*Editors' Choice and #14 in Best 100 of 2016* From one of the preeminent Chardonnay producers in the country comes their least expensive yet perhaps most stunning bottling, showing strong lemon rind, sea salt, Gravenstein apple and a floral touch of honeysuckle on the nose. The wondrously zippy and saline palate is framed by a grippy, grapefruit-rind-led tension, but opens just enough to allow the slightest hints of lemon curd and delicate marzipan warmth. (MK)
Fogarty's 2013 Chardonnay Santa Cruz Mountains is delicate and beautifully layered in the glass. Sweet floral notes meld into apricot, yellow peach and chamomile. This is an especially understated Chardonnay from Fogarty, not to mention a gorgeous appellation-level Chardonnay and a real overachiever. The Santa Cruz Mountains Chardonnay is mostly Langley Hill and Damiana, with a touch of Portola Springs. Thomas Fogarty remains the single most exciting estate in the Santa Cruz Mountain people have likely never heard about. Then again, production levels are tiny. The wines have gone from strength to strength since I started following the estate a few years back. The Chardonnays are intense and phenolic in feel, while the Pinots present an intriguing combination of aromatics, fruit and mountain structure. In terms of aging, the Chardonnays follow a classic, Burgundian aging regime of about 15 months in barrel followed by 4 months in tank, with the exception of the Santa Cruz Mountains, which is bottled earlier, with about 12 months in barrel, to preserve freshness...Sadly, production of these already hard to find wines is down significantly in 2013. The drought conditions led to an early bud break, but then a week of cool, windy weather in May led to a poor set. Readers should do whatever they can to taste these fine, handcrafted wines from proprietor Tommy Fogarty and winemaker Nathan Kandler. (AG)

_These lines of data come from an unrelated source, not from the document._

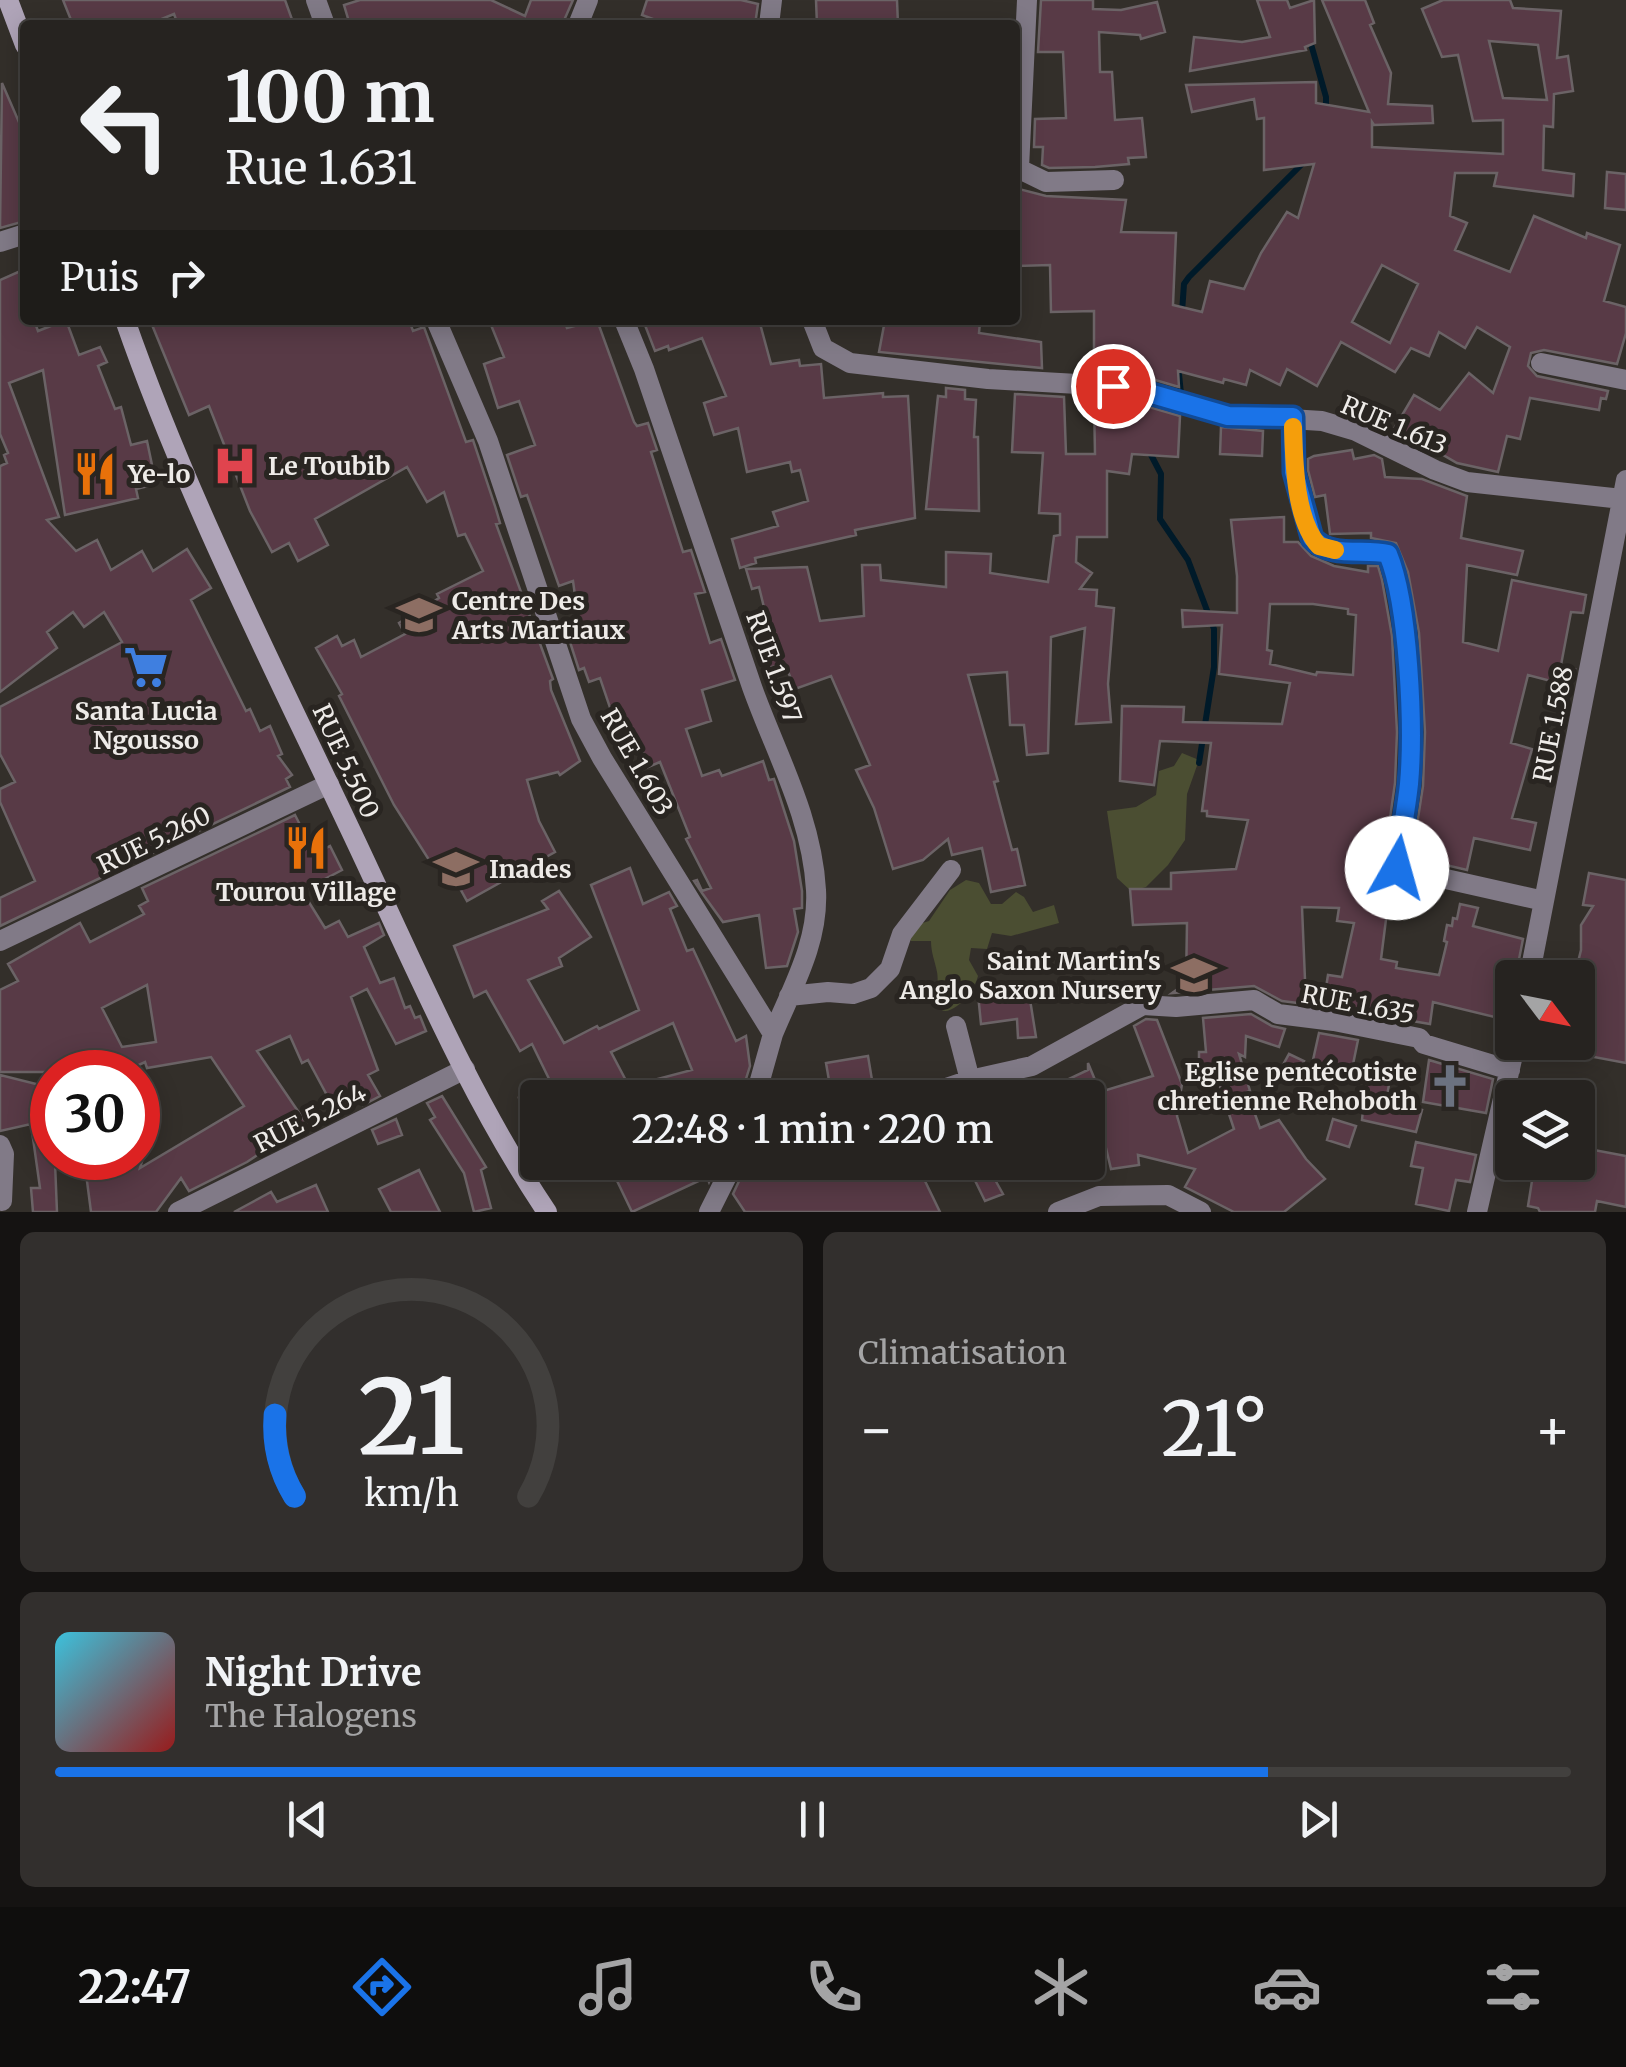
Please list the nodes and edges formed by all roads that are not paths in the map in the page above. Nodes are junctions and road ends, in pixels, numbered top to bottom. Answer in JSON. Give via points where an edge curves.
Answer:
{"nodes":[{"id":1,"x":1027,"y":0,"type":"edge"},
{"id":2,"x":6,"y":7,"type":"edge"},
{"id":3,"x":20,"y":35,"type":"edge"},
{"id":4,"x":1020,"y":117,"type":"edge"},
{"id":5,"x":1020,"y":169,"type":"edge"},
{"id":6,"x":1114,"y":180,"type":"dead end"},
{"id":7,"x":127,"y":325,"type":"edge"},
{"id":8,"x":438,"y":325,"type":"edge"},
{"id":9,"x":626,"y":325,"type":"edge"},
{"id":10,"x":814,"y":325,"type":"edge"},
{"id":11,"x":1541,"y":363,"type":"dead end"},
{"id":12,"x":1626,"y":380,"type":"edge"},
{"id":13,"x":1293,"y":417,"type":"junction"},
{"id":14,"x":1624,"y":489,"type":"edge"},
{"id":15,"x":329,"y":784,"type":"junction"},
{"id":16,"x":950,"y":870,"type":"dead end"},
{"id":17,"x":1544,"y":901,"type":"junction"},
{"id":18,"x":0,"y":941,"type":"edge"},
{"id":19,"x":1533,"y":960,"type":"edge"},
{"id":20,"x":789,"y":996,"type":"junction"},
{"id":21,"x":956,"y":1026,"type":"dead end"},
{"id":22,"x":773,"y":1034,"type":"junction"},
{"id":23,"x":1512,"y":1060,"type":"edge"},
{"id":24,"x":465,"y":1069,"type":"junction"},
{"id":25,"x":1510,"y":1070,"type":"junction"},
{"id":26,"x":760,"y":1080,"type":"edge"},
{"id":27,"x":970,"y":1080,"type":"joint"},
{"id":28,"x":0,"y":1145,"type":"edge"},
{"id":29,"x":725,"y":1180,"type":"edge"},
{"id":30,"x":2,"y":1201,"type":"edge"},
{"id":31,"x":178,"y":1212,"type":"edge"},
{"id":32,"x":547,"y":1212,"type":"edge"},
{"id":33,"x":708,"y":1212,"type":"edge"},
{"id":34,"x":1058,"y":1212,"type":"edge"},
{"id":35,"x":1201,"y":1212,"type":"edge"},
{"id":36,"x":1477,"y":1212,"type":"edge"}],
"edges":[{"from":1,"to":4,"type":"street"},
{"from":2,"to":3,"type":"main road"},
{"from":5,"to":6,"type":"street","via":[[1046,182]]},
{"from":7,"to":15,"type":"main road","name":"RUE 5.500","via":[[183,473]]},
{"from":8,"to":22,"type":"street","name":"RUE 1.603","via":[[488,441],[581,719]]},
{"from":9,"to":20,"type":"street","name":"RUE 1.597","via":[[809,843],[813,933]]},
{"from":10,"to":13,"type":"street","name":"RUE 1.613","via":[[823,348],[850,363],[1113,386],[1228,416]]},
{"from":11,"to":12,"type":"street"},
{"from":13,"to":14,"type":"street","name":"RUE 1.613","via":[[1356,430],[1467,482]]},
{"from":13,"to":17,"type":"street","via":[[1294,472],[1312,538],[1330,550],[1388,554],[1395,570],[1406,640],[1410,749],[1397,868]]},
{"from":14,"to":17,"type":"street","name":"RUE 1.588"},
{"from":15,"to":18,"type":"street","name":"RUE 5.260"},
{"from":15,"to":24,"type":"main road","name":"RUE 5.500"},
{"from":16,"to":20,"type":"street","via":[[902,934],[890,969],[871,988]]},
{"from":17,"to":19,"type":"street","name":"RUE 1.588"},
{"from":20,"to":22,"type":"street","name":"RUE 1.597"},
{"from":21,"to":27,"type":"street"},
{"from":22,"to":26,"type":"street"},
{"from":23,"to":25,"type":"street"},
{"from":24,"to":31,"type":"street","name":"RUE 5.264"},
{"from":24,"to":32,"type":"main road","name":"RUE 5.500"},
{"from":25,"to":27,"type":"street","name":"RUE 1.635","via":[[1419,1038],[1278,1014],[1254,1000],[1143,1005],[1032,1066]]},
{"from":25,"to":36,"type":"street"},
{"from":28,"to":30,"type":"street"},
{"from":29,"to":33,"type":"street"},
{"from":34,"to":35,"type":"street","via":[[1100,1196],[1168,1194]]}]}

A killer value that's just about as good as the single vineyard releases, Fogarty's 2013 Chardonnay from the Santa Cruz Mountains offers terrific stone fruits, citrus blossom, mineral and hints of toast to go with a medium-bodied, rich, textured and layered feel on the palate. It has the standard acid profile of the estate, yet it still has plenty of richness. There's 1,200 cases of this beauty made, and given the quality, it's a steal at 36 bucks. An estate that deserves more attention in the market, Thomas Fogarty has been making single vineyard Pinot Noirs and Chardonnay (and some Bordeaux blends), from the Santa Cruz Mountains since 1981. Today, Tom Fogarty Jr. is in charge of the estate and Nathan Kandler makes the wines. The focus here is on their estate vineyards located mostly around the winery. These tiny plots (the smallest is just a quarter of an acre) lie between 1,600-2,300 feet in elevation and 10 miles from the Pacific. The farming is organic, most vineyards are dry farmed and yields come in at a tiny 1-3 tons per acre. While the wines lean towards the fresher, more vibrant end of the spectrum, they don’t come across as lean, and I think they have solid texture and depth of fruit. (JD)
This is a healthy, mountain-grown chardonnay, with a clear tone to its juicy, sun-ripened fruit. Its creamy chamomile and almond flavors meet an earthen zest in the end, the structure focusing the wine’s expansive richness. For scallops.